The church says the body is a sin.
Science says the body is a machine.
Advertising says the body is a business.
My yoga practice says the body is ____________.
Following up on our ‘What Does a Yoga Body Look Like?‘ post from last week, I stumbled across this image over the weekend and felt it too provocative to share. Unfortunately, I can’t seem to find the artist/photographer cited anywhere, but the quote is from Uruguayan writer Eduardo Galeano.
Discussion around the body in yoga is certainly not unique to our time; sages have been debating the role of the body in spiritual practice since time immemorial. Just last week at a Yoga Sutras discussion group I help facilitate, we discussed Patanjali’s concept of saucha in the Yoga Sutras:
2.40 Through cleanliness and purity of body and mind (saucha), one develops anattitude of distancing, or disinterest towards one’s own body, and disinclined towardscontacting the bodies of others.
To be completely honest, I was a little surprised when I finally saw saucha mentioned in its original context. So often I’ve heard the yogic concept of purity/cleanliness referred to as a practice we cultivate in order to make progress in our asana practice or develop a more loving/respectful relationship with our body. I was comforted to hear from others in the group that I wasn’t the only one who was taken aback by this verse.
Patanjali almost seems to be implying here that yoga encourages us to distance ourselves from our bodies, to begin to sever the mental attachments we have to our flesh. Woah. So if yoga is all about union, bringing together body and mind, making one of opposites… what the heck is this?
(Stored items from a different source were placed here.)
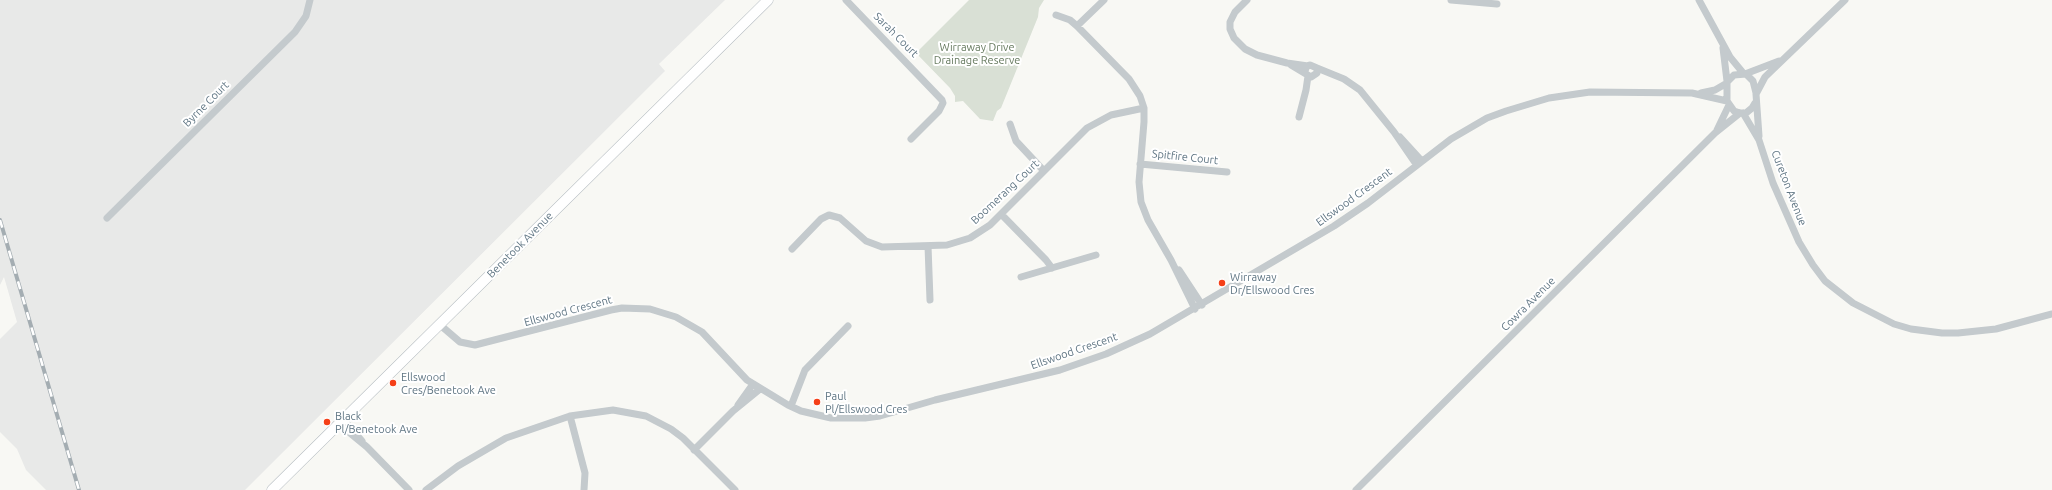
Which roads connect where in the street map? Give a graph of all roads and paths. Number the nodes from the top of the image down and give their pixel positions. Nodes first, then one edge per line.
1 (310, 0) edge
2 (768, 0) edge
3 (846, 0) edge
4 (1104, 0) edge
5 (1248, 0) edge
6 (1451, 0) edge
7 (1699, 0) edge
8 (1845, 0) edge
9 (1497, 4) dead end
10 (1056, 15) dead end
11 (1078, 26) junction
12 (1722, 44) junction
13 (1782, 60) junction
14 (1311, 72) junction
15 (1745, 74) junction
16 (1727, 82) junction
17 (1699, 94) junction
18 (1756, 97) junction
19 (1728, 103) junction
20 (1144, 108) junction
21 (1742, 113) junction
22 (1299, 117) dead end
23 (1010, 124) dead end
24 (1715, 133) junction
25 (911, 139) dead end
26 (1759, 140) junction
27 (1419, 162) junction
28 (1140, 164) junction
29 (1044, 171) junction
30 (1227, 172) dead end
31 (1001, 214) junction
32 (107, 218) dead end
33 (928, 246) junction
34 (792, 249) dead end
35 (1096, 255) dead end
36 (1171, 260) junction
37 (1052, 268) junction
38 (1021, 278) dead end
39 (930, 300) dead end
40 (1202, 305) junction
41 (1195, 309) junction
42 (2052, 314) edge
43 (439, 324) junction
44 (848, 326) dead end
45 (753, 384) junction
46 (760, 389) junction
47 (790, 406) junction
48 (733, 411) junction
49 (570, 416) junction
50 (341, 422) junction
51 (694, 450) junction
52 (733, 489) edge
53 (272, 490) edge
54 (410, 490) edge
55 (426, 490) edge
56 (584, 490) edge
57 (1356, 490) edge

1 - 32 street, Byrne Court
2 - 43 main road, Benetook Avenue
3 - 25 street, Sarah Court
4 - 11 street
5 - 14 street
6 - 9 street
7 - 12 street
8 - 13 street
10 - 11 street
11 - 20 street
12 - 15 street
12 - 16 street
13 - 15 street
13 - 18 street
14 - 22 street
14 - 27 street
15 - 16 street
15 - 18 street
16 - 17 street, Ellswood Crescent
16 - 19 street
17 - 19 street, Ellswood Crescent
17 - 27 street, Ellswood Crescent
18 - 21 street
18 - 26 street
19 - 21 street
19 - 24 street
20 - 28 street
20 - 29 street, Boomerang Court
21 - 24 street
21 - 26 street
23 - 29 street
24 - 57 street, Cowra Avenue
26 - 42 street, Cureton Avenue
27 - 40 street, Ellswood Crescent
28 - 30 street, Spitfire Court
28 - 36 street
29 - 31 street, Boomerang Court
31 - 33 street, Boomerang Court
31 - 37 street
33 - 34 street, Boomerang Court
33 - 39 street
35 - 37 street
36 - 40 street
36 - 41 street
37 - 38 street
40 - 41 street, Ellswood Crescent
41 - 47 street, Ellswood Crescent
43 - 45 street, Ellswood Crescent
43 - 50 main road, Benetook Avenue
44 - 47 street
45 - 46 street, Ellswood Crescent
45 - 48 street
46 - 47 street, Ellswood Crescent
46 - 48 street
48 - 51 street
49 - 51 street
49 - 55 street
49 - 56 street
50 - 53 main road, Benetook Avenue
50 - 54 street
51 - 52 street

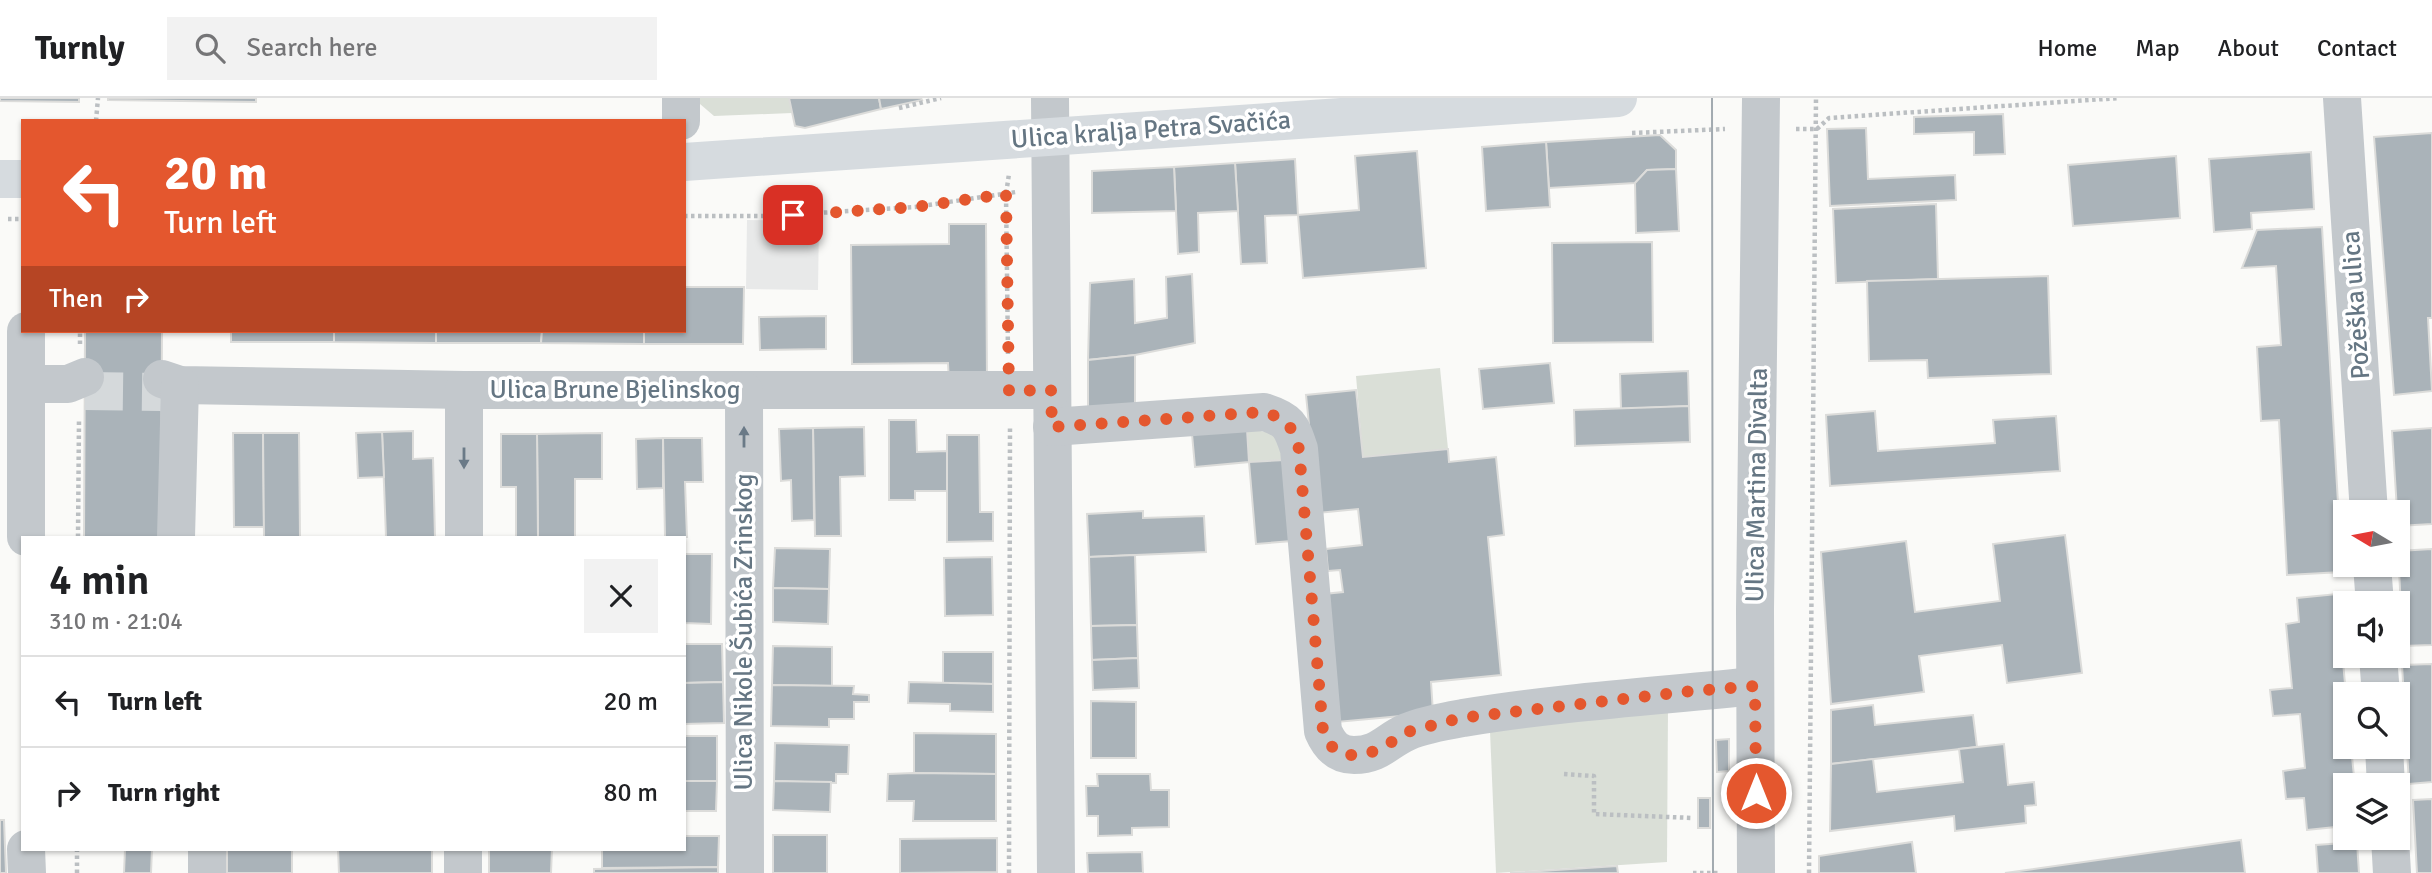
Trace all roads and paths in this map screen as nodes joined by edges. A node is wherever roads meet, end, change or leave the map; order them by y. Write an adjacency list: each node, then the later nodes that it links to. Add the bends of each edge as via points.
1 (98, 98): 9 (path)
2 (681, 98): 10 (street)
3 (1051, 98): 12 (street)
4 (1816, 98): 11 (path)
5 (2119, 98): 11 (path, via 1829,118)
6 (2342, 98): 30 (street, Požeška ulica)
7 (1760, 113): 8 (path, via 1692,129); 11 (path); 35 (street, Ulica Martina Divalta)
8 (1620, 116): 12 (main road, Ulica kralja Petra Svačića)
9 (96, 119)
10 (681, 119)
11 (1817, 129): 53 (path)
12 (1051, 137): 13 (main road, Ulica kralja Petra Svačića); 17 (street)
13 (1014, 140): 14 (main road, Ulica kralja Petra Svačića); 18 (path)
14 (686, 162)
15 (0, 179): 16 (main road)
16 (21, 179)
17 (1051, 181): 18 (path); 29 (street)
18 (1006, 194): 19 (path, via 915,207); 28 (path)
19 (686, 216)
20 (0, 219): 21 (path)
21 (21, 219)
22 (26, 333): 24 (street)
23 (80, 333): 25 (path)
24 (26, 384): 25 (street); 31 (street)
25 (79, 384): 32 (path)
26 (464, 390): 27 (street, Ulica Brune Bjelinskog); 33 (street, Ulica Brune Bjelinskog, via 168,385); 34 (street, one-way to 34)
27 (744, 391): 28 (street, Ulica Brune Bjelinskog); 47 (street, Ulica Nikole Šubića Zrinskog, one-way to 27)
28 (1009, 391): 29 (street, Ulica Brune Bjelinskog); 48 (path)
29 (1051, 408): 35 (street, Ulica Brune Bjelinskog, via 1264,412 1282,417 1292,428 1299,449 1323,731 1334,750 1367,754 1407,732 1461,718); 49 (street)
30 (2368, 500)
31 (26, 536)
32 (78, 536)
33 (176, 536)
34 (464, 536)
35 (1755, 686): 52 (street, Ulica Martina Divalta)
36 (1564, 774): 37 (path, via 1594,776 1594,814)
37 (1693, 818)
38 (2391, 850): 54 (street)
39 (26, 851): 43 (street)
40 (77, 851): 44 (path)
41 (207, 851): 45 (street)
42 (463, 851): 46 (street)
43 (27, 873)
44 (76, 873)
45 (207, 873)
46 (463, 873)
47 (745, 873)
48 (1009, 873)
49 (1056, 873)
50 (1693, 873): 51 (path)
51 (1723, 873)
52 (1756, 873)
53 (1809, 873)
54 (2392, 873)

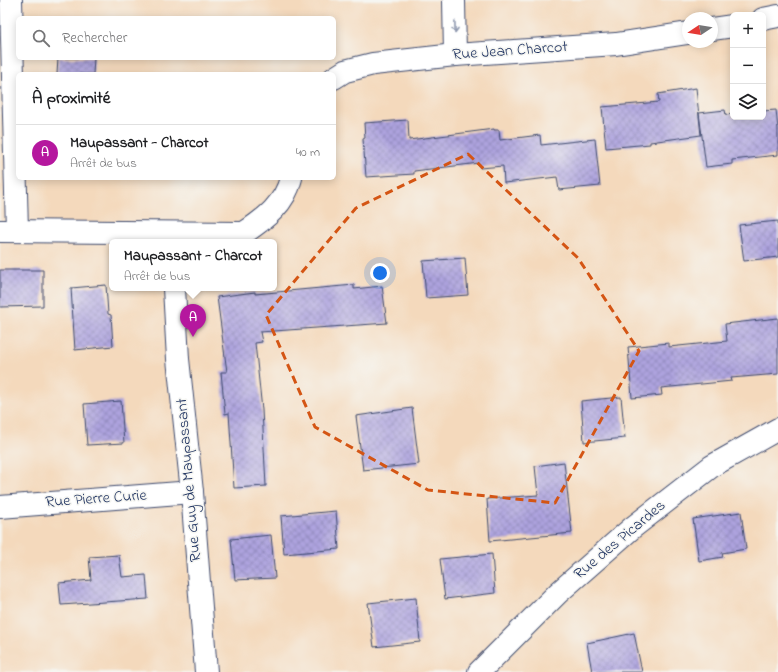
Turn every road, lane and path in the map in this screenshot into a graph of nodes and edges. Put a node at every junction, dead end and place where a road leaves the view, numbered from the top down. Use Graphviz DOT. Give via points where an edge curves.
graph roads {
  1 [pos="11,0"];
  2 [pos="454,0"];
  3 [pos="778,16"];
  4 [pos="766,18"];
  5 [pos="730,26"];
  6 [pos="718,28"];
  7 [pos="682,34"];
  8 [pos="455,55"];
  9 [pos="336,77"];
  10 [pos="290,180"];
  11 [pos="9,231"];
  12 [pos="171,237"];
  13 [pos="174,291"];
  14 [pos="778,429"];
  15 [pos="192,492"];
  16 [pos="0,506"];
  17 [pos="206,672"];
  18 [pos="479,672"];
  1 -- 11 [label="street"];
  2 -- 8 [label="street, one-way"];
  3 -- 4 [label="street"];
  5 -- 6 [label="street"];
  7 -- 8 [label="street, Rue Jean Charcot" via="616,44"];
  8 -- 9 [label="street, Rue Jean Charcot" via="373,64 345,71"];
  10 -- 12 [label="street" via="282,201 265,220 244,233"];
  11 -- 12 [label="street"];
  13 -- 15 [label="street, Rue Guy de Maupassant" via="178,359"];
  14 -- 18 [label="street, Rue des Picardes" via="712,466 632,528 558,593"];
  15 -- 16 [label="street, Rue Pierre Curie"];
  15 -- 17 [label="street, Rue Guy de Maupassant"];
}
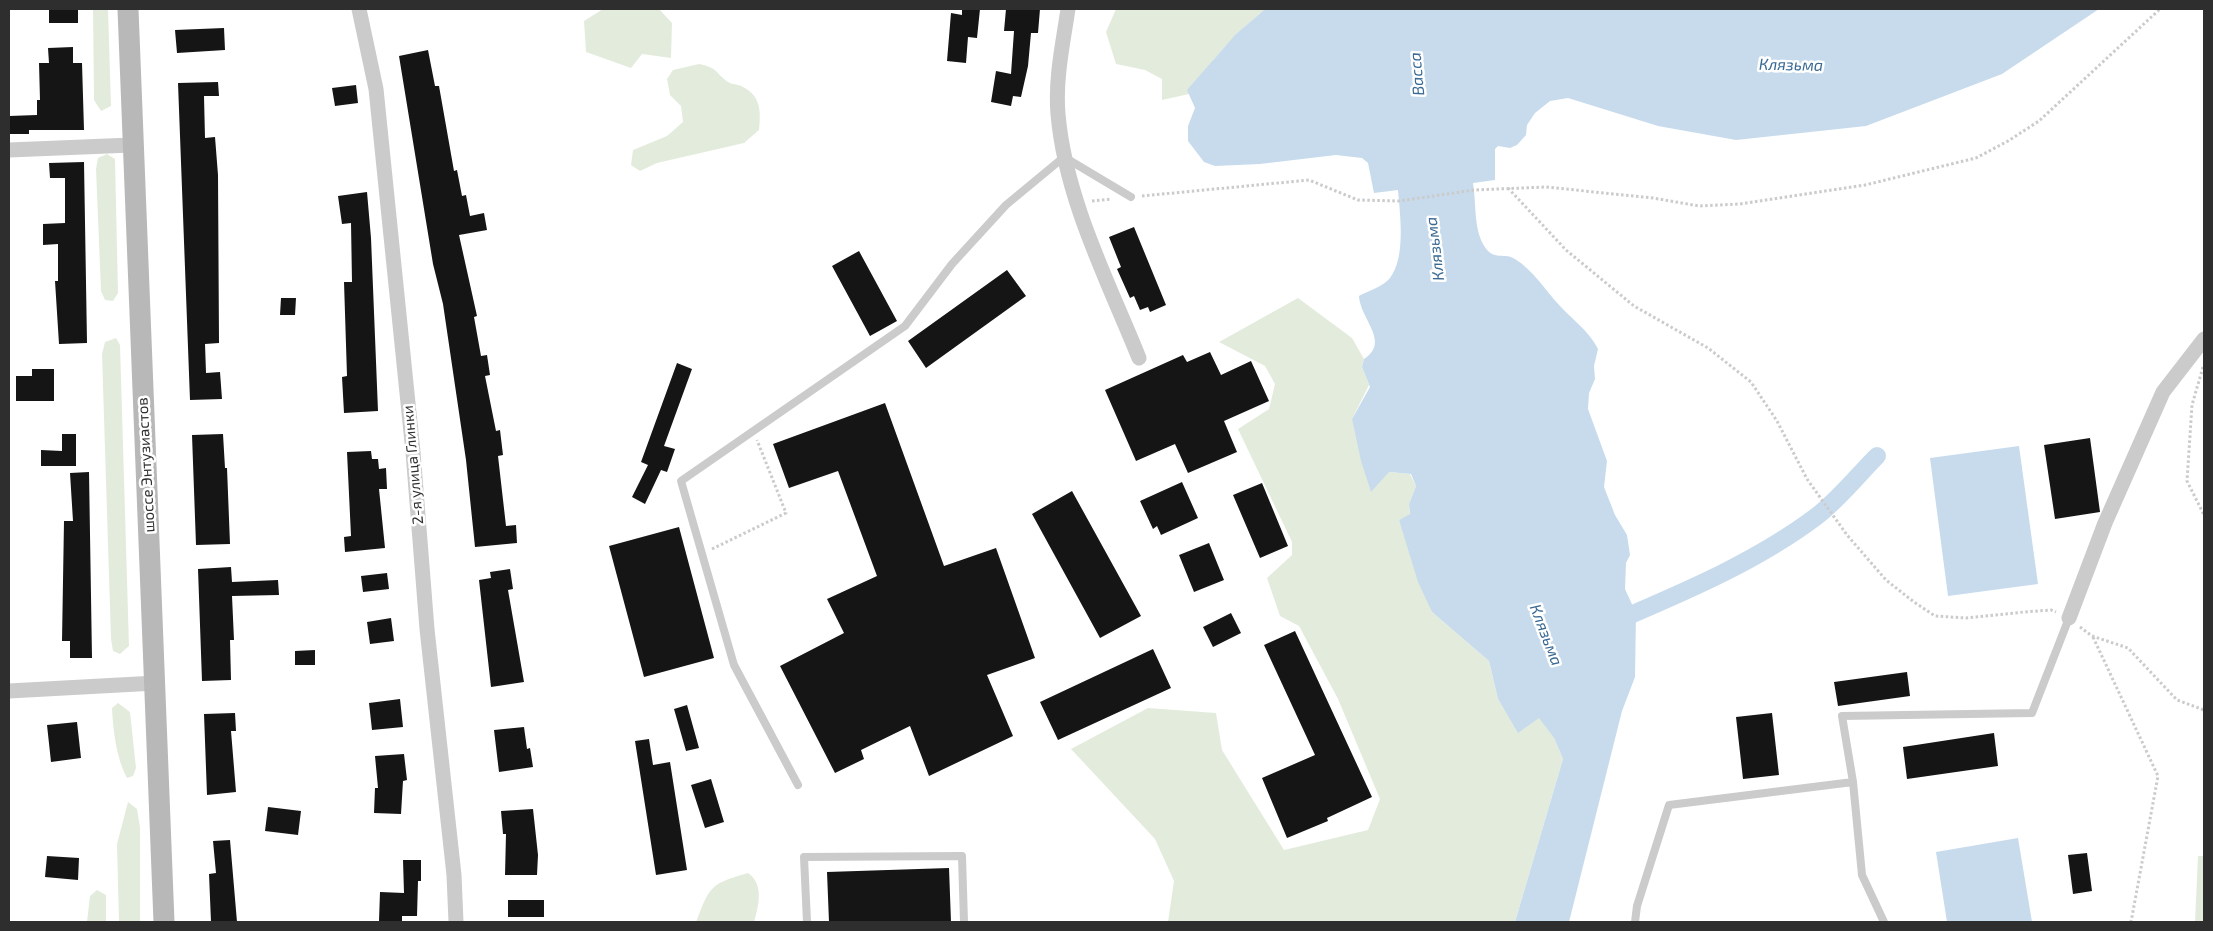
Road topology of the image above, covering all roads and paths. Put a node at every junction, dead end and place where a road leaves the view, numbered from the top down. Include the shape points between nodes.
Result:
1 (128, 9) edge
2 (359, 9) edge
3 (1068, 9) edge
4 (2160, 9) edge
5 (132, 145) junction
6 (9, 150) edge
7 (1064, 157) junction
8 (1508, 187) junction
9 (1131, 197) junction
10 (1076, 202) junction
11 (2204, 339) edge
12 (1139, 358) dead end
13 (2204, 361) edge
14 (753, 430) junction
15 (2204, 515) edge
16 (702, 554) junction
17 (2069, 618) junction
18 (156, 683) junction
19 (9, 691) edge
20 (2204, 710) edge
21 (1853, 782) junction
22 (798, 785) dead end
23 (164, 922) edge
24 (456, 922) edge
25 (807, 922) edge
26 (964, 922) edge
27 (1635, 922) edge
28 (1884, 922) edge
29 (2131, 922) edge

1 - 5 main road, шоссе Энтузиастов
2 - 24 street, 2-я улица Глинки via 376,89 413,452 427,629 454,875
3 - 7 street via 1058,83 1058,114
4 - 8 path via 2039,121 1976,158 1941,168 1865,185 1740,204 1699,206 1577,189
5 - 6 street
5 - 18 main road, шоссе Энтузиастов
7 - 9 lane
7 - 10 street
7 - 14 lane via 1006,205 952,264 905,326
8 - 9 path via 1399,200 1358,200 1309,180
8 - 17 path via 1566,250 1634,306 1708,348 1751,382 1778,421 1807,479 1847,535 1886,580 1935,616 1966,618 2051,610
9 - 10 path
10 - 12 street
11 - 17 street via 2163,392 2105,523
13 - 15 path via 2192,405 2187,481
14 - 16 lane via 681,482
14 - 16 path via 786,513
16 - 22 lane via 734,665
17 - 21 lane via 2032,713 1842,716
18 - 19 street
18 - 23 main road, шоссе Энтузиастов
20 - 29 path via 2177,700 2128,648 2092,636 2158,776
21 - 27 lane via 1669,805 1636,906
21 - 28 lane via 1862,875
25 - 26 lane via 804,857 962,856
Now mind you, Patanjali was writing from the perspective of the classical yoga tradition, and many believe the Tantric yogis had a significantly attitude toward the flesh. I wonder sometimes if when we lift up these texts– or any spiritual scripture for that matter– as “sacred” or handed down from the Divine… I wonder if we realize the consequences that come from mindlessly applying them to radically different contexts. We live in a different world than the ones Patanjali, Jesus, Mohammed, and others were originally speaking to. That’s not to say that the ancient wisdom texts have no relevance for our modern world– quite the contrary in fact– but I do think it means we have to be especially vigilant about the way we interpret the teachings’ application to our current context.
What happens when a young woman who has come to her mat to begin the process of healing from sexual violence hears her teacher encouraging the class to cultivate purity in their yoga practice?…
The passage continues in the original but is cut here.